**TASK DESCRIPTION:** What you return should be the lines of the data containing "dead", each in full.

**MATERIAL TO PROCESS:**

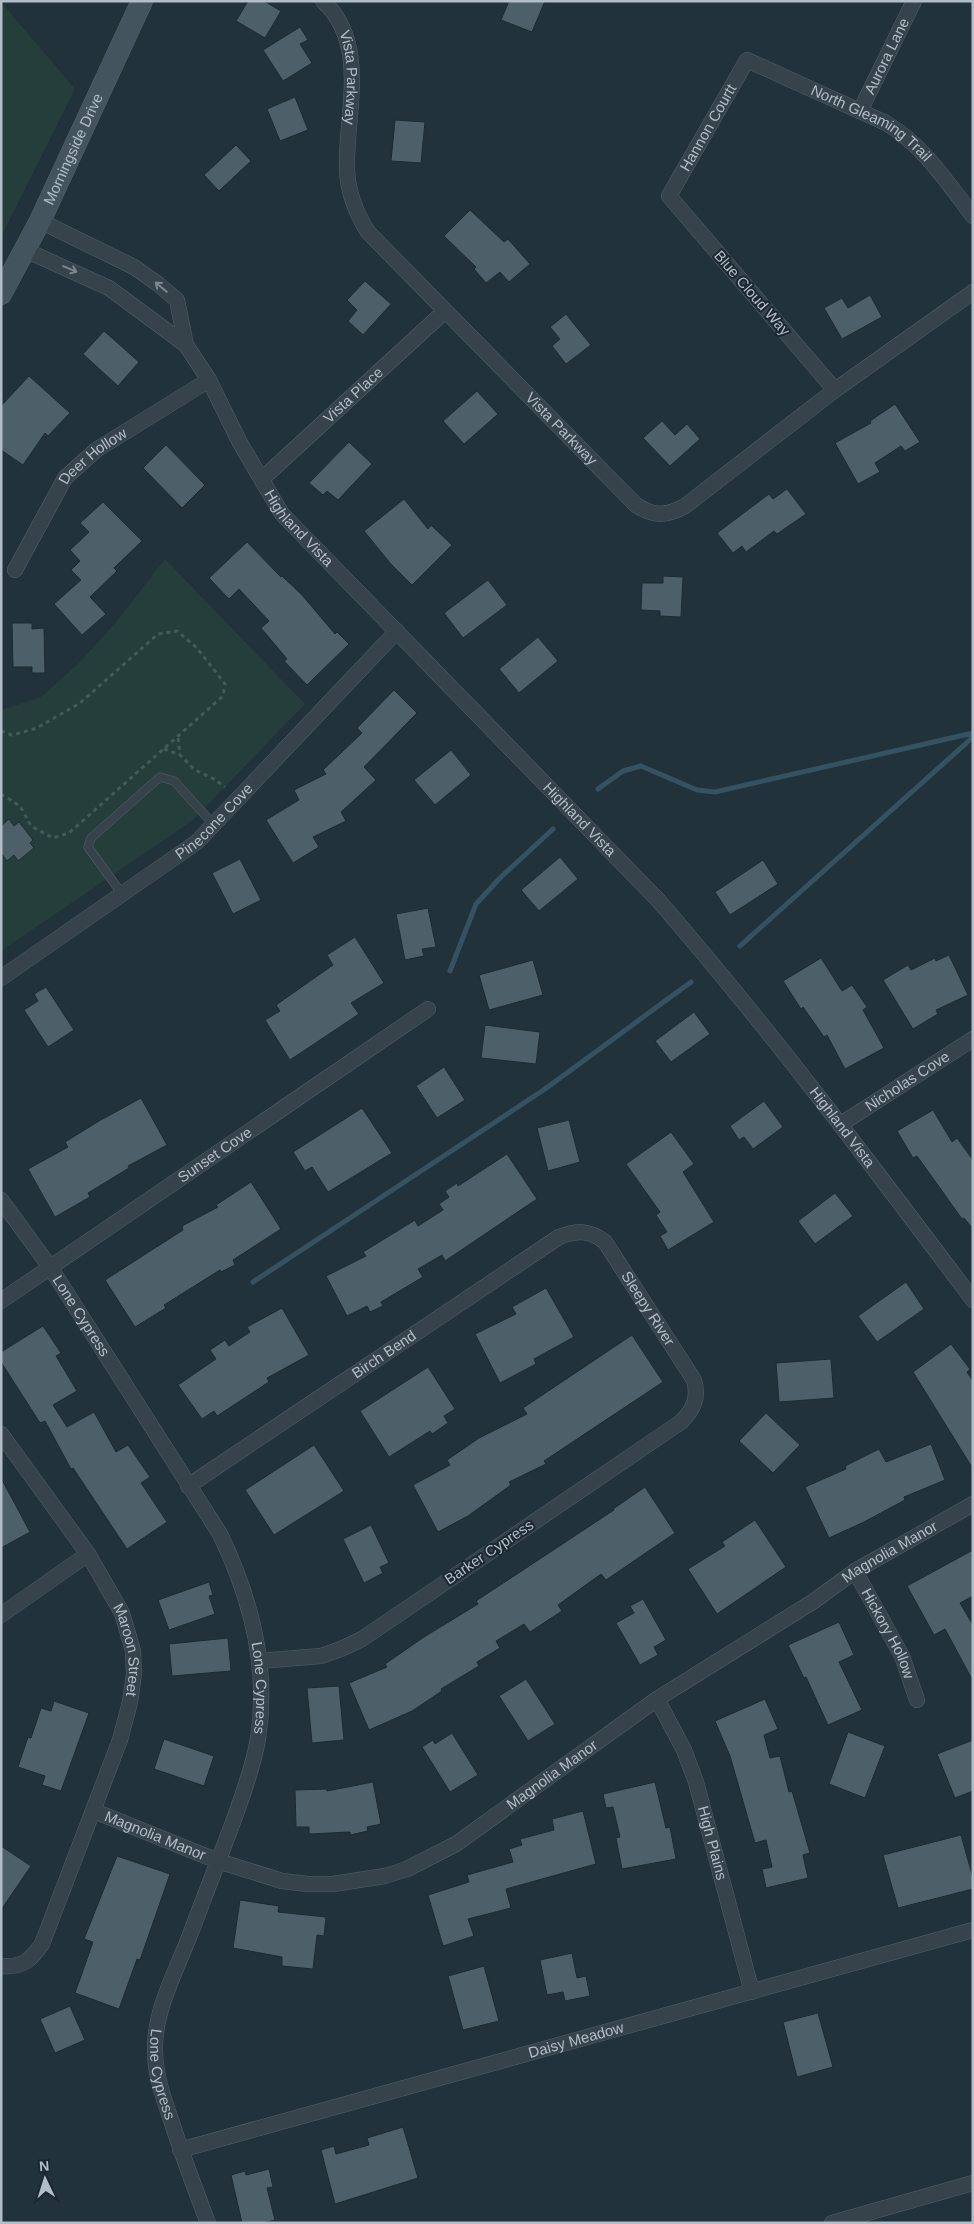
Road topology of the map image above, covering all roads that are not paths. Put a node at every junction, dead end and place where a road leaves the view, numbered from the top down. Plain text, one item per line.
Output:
1 (142, 1) edge
2 (323, 1) edge
3 (914, 1) edge
4 (747, 60) joint
5 (860, 111) junction
6 (669, 196) joint
7 (973, 216) edge
8 (40, 221) junction
9 (25, 250) junction
10 (973, 292) edge
11 (1, 294) edge
12 (445, 311) junction
13 (186, 345) junction
14 (209, 380) junction
15 (835, 390) junction
16 (262, 479) junction
17 (15, 570) dead end
18 (397, 631) junction
19 (214, 825) junction
20 (122, 894) junction
21 (1, 978) edge
22 (428, 1009) dead end
23 (973, 1040) edge
24 (842, 1124) junction
25 (1, 1200) edge
26 (584, 1232) joint
27 (50, 1267) junction
28 (973, 1300) edge
29 (1, 1301) edge
30 (696, 1398) joint
31 (1, 1434) edge
32 (188, 1486) junction
33 (973, 1504) edge
34 (88, 1554) junction
35 (855, 1571) junction
36 (1, 1615) edge
37 (259, 1661) junction
38 (657, 1699) junction
39 (917, 1700) dead end
40 (94, 1811) junction
41 (218, 1861) junction
42 (973, 1930) edge
43 (1, 1966) edge
44 (752, 1992) junction
45 (180, 2150) junction
46 (973, 2183) edge
47 (208, 2223) edge
48 (832, 2223) edge

1 - 8 street, Morningside Drive
2 - 12 street, Vista Parkway
3 - 5 street, Aurora Lane
4 - 5 street, North Gleaming Trail
4 - 6 street, Hannon Courtt
5 - 7 street, North Gleaming Trail
6 - 15 street, Blue Cloud Way
8 - 9 street, Morningside Drive
13 -> 8 street, Highland Vista
9 - 11 street, Morningside Drive
9 -> 13 street, Highland Vista
10 - 15 street, Vista Parkway
12 - 15 street, Vista Parkway
12 - 16 street, Vista Place
13 - 14 street, Highland Vista
14 - 16 street, Highland Vista
14 - 17 street, Deer Hollow
16 - 18 street, Highland Vista
18 - 19 street, Pinecone Cove
18 - 24 street, Highland Vista
19 - 20 street, Pinecone Cove
19 - 20 lane
20 - 21 street, Pinecone Cove
22 - 27 street, Sunset Cove
23 - 24 street, Nicholas Cove
24 - 28 street, Highland Vista
25 - 27 street, Lone Cypress
26 - 30 street, Sleepy River
26 - 32 street, Birch Bend
27 - 29 street, Sunset Cove
27 - 32 street, Lone Cypress
30 - 37 street, Barker Cypress
31 - 34 street, Maroon Street
32 - 37 street, Lone Cypress
33 - 35 street, Magnolia Manor
34 - 36 street
34 - 40 street, Maroon Street
35 - 38 street, Magnolia Manor
35 - 39 street, Hickory Hollow
37 - 41 street, Lone Cypress
38 - 41 street, Magnolia Manor
38 - 44 street, High Plains
40 - 41 street, Magnolia Manor
40 - 43 street, Maroon Street
41 - 45 street, Lone Cypress
42 - 44 street, Daisy Meadow
44 - 45 street, Daisy Meadow
45 - 47 street, Lone Cypress
46 - 48 street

**SOLUTION:**
Road topology of the map image above, covering all roads that are not paths. Put a node at every junction, dead end and place where a road leaves the view, numbered from the top down. Plain text, one item per line.
17 (15, 570) dead end
22 (428, 1009) dead end
39 (917, 1700) dead end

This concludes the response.